| INPUT MATERIAL |

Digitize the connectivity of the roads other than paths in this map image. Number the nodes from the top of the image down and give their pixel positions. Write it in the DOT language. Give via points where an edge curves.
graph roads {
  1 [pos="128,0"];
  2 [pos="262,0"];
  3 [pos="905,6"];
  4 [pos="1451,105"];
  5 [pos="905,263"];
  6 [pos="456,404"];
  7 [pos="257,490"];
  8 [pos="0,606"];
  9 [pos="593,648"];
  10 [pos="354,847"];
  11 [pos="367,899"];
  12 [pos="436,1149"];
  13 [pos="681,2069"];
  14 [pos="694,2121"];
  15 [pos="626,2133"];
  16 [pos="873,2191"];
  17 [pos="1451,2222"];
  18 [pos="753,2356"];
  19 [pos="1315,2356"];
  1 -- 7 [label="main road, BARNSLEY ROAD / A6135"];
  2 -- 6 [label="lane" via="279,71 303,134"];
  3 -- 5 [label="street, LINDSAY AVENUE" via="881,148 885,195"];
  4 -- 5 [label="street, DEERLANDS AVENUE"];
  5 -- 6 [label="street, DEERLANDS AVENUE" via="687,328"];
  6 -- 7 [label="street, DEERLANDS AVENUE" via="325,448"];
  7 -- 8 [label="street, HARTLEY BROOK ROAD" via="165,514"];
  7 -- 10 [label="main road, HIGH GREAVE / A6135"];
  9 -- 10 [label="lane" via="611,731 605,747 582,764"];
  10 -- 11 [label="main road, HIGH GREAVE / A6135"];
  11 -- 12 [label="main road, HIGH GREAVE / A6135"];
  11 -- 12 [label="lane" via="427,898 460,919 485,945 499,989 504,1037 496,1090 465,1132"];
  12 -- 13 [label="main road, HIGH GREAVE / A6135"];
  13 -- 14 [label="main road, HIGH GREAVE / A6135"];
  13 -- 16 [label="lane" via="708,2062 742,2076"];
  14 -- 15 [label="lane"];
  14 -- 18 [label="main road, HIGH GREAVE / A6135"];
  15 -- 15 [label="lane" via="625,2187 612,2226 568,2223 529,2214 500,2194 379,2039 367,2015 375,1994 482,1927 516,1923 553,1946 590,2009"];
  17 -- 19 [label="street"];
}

| TASK STATEMENT |
From the listing above, copy every line that includes the word "DEERLANDS".

| SOLUTION |
  4 -- 5 [label="street, DEERLANDS AVENUE"];
  5 -- 6 [label="street, DEERLANDS AVENUE" via="687,328"];
  6 -- 7 [label="street, DEERLANDS AVENUE" via="325,448"];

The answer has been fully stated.